Three tiers of trust: how we account for what our system relies on
Asked how much of our system we trust, we used to give a single number: total lines of code the correctness argument depends on. The number was honest. It was also nearly useless.
The useful question is not how much we trust. The useful question is what kind of trust each piece carries. A line of code that produces a verdict is one kind of trust. A line of code that rejects a malformed input at a boundary is a different kind. A line of code that records a metric is a third. If a verdict line changes, the system can return a wrong answer that nothing else catches. If a metric line changes, the metric is wrong and correctness is unaffected. A single number cannot say which is which.

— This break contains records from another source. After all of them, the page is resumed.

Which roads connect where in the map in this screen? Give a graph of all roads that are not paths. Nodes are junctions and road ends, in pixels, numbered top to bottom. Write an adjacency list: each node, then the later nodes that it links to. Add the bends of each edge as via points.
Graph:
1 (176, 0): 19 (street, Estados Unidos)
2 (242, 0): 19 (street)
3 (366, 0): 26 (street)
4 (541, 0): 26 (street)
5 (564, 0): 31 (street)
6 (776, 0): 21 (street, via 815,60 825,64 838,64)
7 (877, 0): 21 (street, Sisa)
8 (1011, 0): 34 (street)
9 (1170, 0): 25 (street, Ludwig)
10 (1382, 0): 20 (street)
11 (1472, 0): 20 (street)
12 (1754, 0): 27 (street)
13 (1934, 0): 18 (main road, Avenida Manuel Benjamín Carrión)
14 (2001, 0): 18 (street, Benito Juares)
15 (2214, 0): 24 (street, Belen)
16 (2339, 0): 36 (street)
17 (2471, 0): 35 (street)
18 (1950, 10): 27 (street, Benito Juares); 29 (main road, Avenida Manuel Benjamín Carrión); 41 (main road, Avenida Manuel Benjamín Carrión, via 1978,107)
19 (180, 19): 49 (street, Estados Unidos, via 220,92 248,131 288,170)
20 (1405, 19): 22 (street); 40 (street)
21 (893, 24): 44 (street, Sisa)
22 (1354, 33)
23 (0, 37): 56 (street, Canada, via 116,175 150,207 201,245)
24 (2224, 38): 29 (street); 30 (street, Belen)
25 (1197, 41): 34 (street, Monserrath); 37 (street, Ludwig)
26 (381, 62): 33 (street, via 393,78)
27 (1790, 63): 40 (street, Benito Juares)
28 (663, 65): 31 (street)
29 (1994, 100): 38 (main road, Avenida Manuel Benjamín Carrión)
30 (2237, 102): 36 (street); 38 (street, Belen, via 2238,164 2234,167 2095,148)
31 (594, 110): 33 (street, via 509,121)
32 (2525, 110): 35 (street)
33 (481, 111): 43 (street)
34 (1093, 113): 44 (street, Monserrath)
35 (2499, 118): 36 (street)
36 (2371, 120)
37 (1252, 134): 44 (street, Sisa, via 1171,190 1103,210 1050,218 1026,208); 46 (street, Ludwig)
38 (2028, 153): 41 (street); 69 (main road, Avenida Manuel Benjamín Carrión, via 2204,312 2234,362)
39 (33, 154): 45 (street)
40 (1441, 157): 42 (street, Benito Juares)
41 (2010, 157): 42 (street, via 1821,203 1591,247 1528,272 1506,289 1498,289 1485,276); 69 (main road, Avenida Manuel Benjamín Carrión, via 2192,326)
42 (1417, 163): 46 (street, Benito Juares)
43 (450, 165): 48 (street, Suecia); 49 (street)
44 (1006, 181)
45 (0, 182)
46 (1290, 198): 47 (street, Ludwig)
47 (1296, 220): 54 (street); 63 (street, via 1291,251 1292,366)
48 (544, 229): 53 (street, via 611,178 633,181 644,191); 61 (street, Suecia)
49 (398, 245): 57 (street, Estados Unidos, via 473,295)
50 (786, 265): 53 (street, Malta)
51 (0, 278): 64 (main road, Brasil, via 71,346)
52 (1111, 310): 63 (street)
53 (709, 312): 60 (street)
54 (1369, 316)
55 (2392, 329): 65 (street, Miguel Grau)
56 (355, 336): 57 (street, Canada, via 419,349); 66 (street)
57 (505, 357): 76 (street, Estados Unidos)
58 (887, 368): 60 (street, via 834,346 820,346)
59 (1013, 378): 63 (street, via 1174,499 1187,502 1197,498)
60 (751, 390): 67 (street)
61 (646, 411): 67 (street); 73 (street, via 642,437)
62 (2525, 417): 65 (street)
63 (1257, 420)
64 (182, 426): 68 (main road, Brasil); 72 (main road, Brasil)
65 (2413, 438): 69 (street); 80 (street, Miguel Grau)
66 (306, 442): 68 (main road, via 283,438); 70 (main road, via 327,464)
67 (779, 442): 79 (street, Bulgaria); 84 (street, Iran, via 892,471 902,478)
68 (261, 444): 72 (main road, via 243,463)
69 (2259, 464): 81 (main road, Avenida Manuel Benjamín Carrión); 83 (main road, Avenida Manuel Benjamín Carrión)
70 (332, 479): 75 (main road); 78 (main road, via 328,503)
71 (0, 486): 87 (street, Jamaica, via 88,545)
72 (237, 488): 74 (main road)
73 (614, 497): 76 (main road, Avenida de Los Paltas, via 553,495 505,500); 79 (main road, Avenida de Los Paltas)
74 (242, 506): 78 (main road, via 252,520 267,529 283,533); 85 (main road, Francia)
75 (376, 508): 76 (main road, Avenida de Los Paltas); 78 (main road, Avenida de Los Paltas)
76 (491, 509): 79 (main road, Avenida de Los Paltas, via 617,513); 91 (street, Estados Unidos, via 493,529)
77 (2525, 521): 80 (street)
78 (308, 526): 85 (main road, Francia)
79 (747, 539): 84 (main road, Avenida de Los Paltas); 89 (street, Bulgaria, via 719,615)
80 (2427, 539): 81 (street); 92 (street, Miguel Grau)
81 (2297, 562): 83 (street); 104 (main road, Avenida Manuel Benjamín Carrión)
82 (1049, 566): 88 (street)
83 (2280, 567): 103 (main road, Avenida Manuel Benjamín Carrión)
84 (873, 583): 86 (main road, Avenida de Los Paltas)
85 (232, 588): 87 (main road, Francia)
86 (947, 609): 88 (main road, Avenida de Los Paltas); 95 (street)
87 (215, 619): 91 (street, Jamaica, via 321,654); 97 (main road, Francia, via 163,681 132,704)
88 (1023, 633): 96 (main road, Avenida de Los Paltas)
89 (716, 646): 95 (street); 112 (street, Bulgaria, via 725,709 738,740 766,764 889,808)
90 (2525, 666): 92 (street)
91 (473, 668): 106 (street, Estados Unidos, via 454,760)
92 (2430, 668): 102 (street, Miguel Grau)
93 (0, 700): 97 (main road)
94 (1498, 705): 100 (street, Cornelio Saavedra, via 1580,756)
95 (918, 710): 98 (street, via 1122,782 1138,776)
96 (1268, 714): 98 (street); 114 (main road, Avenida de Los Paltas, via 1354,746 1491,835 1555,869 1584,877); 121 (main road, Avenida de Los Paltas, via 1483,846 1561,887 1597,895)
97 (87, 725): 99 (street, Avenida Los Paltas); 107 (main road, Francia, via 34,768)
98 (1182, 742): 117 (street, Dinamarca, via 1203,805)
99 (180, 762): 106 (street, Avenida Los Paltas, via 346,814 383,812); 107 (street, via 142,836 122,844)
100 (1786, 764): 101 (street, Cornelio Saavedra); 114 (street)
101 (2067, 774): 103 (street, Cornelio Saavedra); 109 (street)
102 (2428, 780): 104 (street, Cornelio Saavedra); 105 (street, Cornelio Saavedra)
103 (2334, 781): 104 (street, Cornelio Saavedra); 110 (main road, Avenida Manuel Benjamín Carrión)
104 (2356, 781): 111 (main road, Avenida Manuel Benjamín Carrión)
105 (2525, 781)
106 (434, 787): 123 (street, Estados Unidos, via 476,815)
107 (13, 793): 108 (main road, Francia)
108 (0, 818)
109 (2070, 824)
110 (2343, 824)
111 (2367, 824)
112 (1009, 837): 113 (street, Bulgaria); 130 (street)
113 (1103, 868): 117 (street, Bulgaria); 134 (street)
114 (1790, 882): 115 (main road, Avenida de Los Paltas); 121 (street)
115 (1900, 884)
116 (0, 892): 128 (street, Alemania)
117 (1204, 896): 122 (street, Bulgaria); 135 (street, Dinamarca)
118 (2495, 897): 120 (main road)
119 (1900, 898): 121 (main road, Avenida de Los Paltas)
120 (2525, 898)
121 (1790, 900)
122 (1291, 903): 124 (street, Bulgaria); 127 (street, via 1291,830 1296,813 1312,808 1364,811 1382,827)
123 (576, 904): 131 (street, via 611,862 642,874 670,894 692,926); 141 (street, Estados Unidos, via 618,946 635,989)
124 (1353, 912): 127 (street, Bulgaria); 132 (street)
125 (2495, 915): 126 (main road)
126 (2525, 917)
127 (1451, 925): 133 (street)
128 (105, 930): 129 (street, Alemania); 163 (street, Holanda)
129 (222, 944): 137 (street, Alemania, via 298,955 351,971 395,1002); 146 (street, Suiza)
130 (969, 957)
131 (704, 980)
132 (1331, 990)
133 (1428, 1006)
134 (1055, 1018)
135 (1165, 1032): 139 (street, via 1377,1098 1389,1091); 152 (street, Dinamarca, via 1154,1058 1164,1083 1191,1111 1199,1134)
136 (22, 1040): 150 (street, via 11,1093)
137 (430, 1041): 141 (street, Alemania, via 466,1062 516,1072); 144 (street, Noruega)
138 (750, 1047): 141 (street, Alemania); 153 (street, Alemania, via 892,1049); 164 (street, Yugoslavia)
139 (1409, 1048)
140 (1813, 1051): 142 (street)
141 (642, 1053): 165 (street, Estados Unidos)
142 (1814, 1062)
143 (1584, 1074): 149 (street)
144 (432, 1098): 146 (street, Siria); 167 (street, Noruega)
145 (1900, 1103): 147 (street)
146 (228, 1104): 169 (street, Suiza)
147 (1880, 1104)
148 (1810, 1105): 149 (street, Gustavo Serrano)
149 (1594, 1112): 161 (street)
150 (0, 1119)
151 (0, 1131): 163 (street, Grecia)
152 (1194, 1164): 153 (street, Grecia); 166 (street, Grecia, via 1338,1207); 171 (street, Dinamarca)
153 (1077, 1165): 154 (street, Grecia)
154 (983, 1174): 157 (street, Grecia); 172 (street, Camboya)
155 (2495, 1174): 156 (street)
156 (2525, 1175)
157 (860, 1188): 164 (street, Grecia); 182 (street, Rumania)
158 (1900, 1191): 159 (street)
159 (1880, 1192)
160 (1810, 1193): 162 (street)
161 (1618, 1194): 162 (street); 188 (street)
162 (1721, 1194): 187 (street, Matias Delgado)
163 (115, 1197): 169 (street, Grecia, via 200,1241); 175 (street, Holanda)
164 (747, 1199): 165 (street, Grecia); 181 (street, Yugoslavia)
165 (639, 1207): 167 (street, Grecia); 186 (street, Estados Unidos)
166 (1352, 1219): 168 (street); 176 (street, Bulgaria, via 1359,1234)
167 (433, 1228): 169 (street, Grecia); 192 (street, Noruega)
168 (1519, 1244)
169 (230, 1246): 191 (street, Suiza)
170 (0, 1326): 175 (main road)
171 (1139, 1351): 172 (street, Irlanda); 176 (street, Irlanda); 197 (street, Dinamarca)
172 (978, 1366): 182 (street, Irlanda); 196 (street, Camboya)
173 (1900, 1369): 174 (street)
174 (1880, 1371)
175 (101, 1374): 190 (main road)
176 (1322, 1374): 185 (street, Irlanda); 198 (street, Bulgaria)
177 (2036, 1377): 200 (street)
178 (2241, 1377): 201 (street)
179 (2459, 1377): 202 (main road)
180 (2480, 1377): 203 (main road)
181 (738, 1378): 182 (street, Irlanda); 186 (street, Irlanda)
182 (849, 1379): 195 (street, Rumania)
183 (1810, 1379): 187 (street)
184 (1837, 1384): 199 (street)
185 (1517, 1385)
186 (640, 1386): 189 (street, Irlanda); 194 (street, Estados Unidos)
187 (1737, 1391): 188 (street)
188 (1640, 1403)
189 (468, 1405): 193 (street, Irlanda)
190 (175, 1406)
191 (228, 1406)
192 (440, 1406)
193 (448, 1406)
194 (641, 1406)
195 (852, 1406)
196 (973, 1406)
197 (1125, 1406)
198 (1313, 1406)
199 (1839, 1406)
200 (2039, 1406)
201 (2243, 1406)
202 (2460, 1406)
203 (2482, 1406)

What follows is the tier discipline we use to keep that question answerable, and the log that keeps the answer durable.
Why one number hides risk
The trusted compute base of a system is the code its correctness argument leans on. The natural way to report it is a single number. The natural number is total lines.
The natural number is wrong. A few hundred lines of code that produce verdicts is a different kind of risk than a few hundred lines of code that decorate a response with metrics. Both might be inside the trusted compute base under a permissive definition. Only one of them can return a wrong answer to a user if it changes. Lumping the two together produces a TCB count that is honest about its arithmetic and silent about its risk.
The number invites the wrong management conversation. A budget meeting asks "can we get TCB under five hundred lines?" The answer that minimizes the number cuts the easiest pieces. The easiest pieces are usually the ones that did not matter for correctness. The number drops. The risk does not.
A single number tells you how much code you trust. It does not tell you what would break if that code changed.
A useful accounting answers a different question. It asks what would break, and how badly, if each piece of trusted code changed. Instead of a number, the accounting produces a partition.
The three tiers
The cleanest place to see the tiers is at the language boundary the system crosses. The same handful of lines that hand a verdict from one runtime into another sits next to a pointer-validity check sits next to a counter that records how many verdicts were produced. Three pieces of code, one location, three risk levels.
The first piece is correctness-trusted. If a marshaller transposes two fields, the verdict that arrives downstream is wrong and downstream code treats it as proof of correctness. Nothing else in the system rechecks the verdict. The marshaller is part of the trusted compute base in its strongest sense. Changes to it are the changes that need the strongest review.
The second piece is defensive. The pointer-validity check at the same boundary catches malformed inputs that the runtime above it should never have produced. If the check fails open, a malformed input crosses and may crash a downstream consumer. It does not silently corrupt a verdict. Correctness, in the soundness sense, is preserved if the check rejects malformed inputs and returns an error instead of letting them through.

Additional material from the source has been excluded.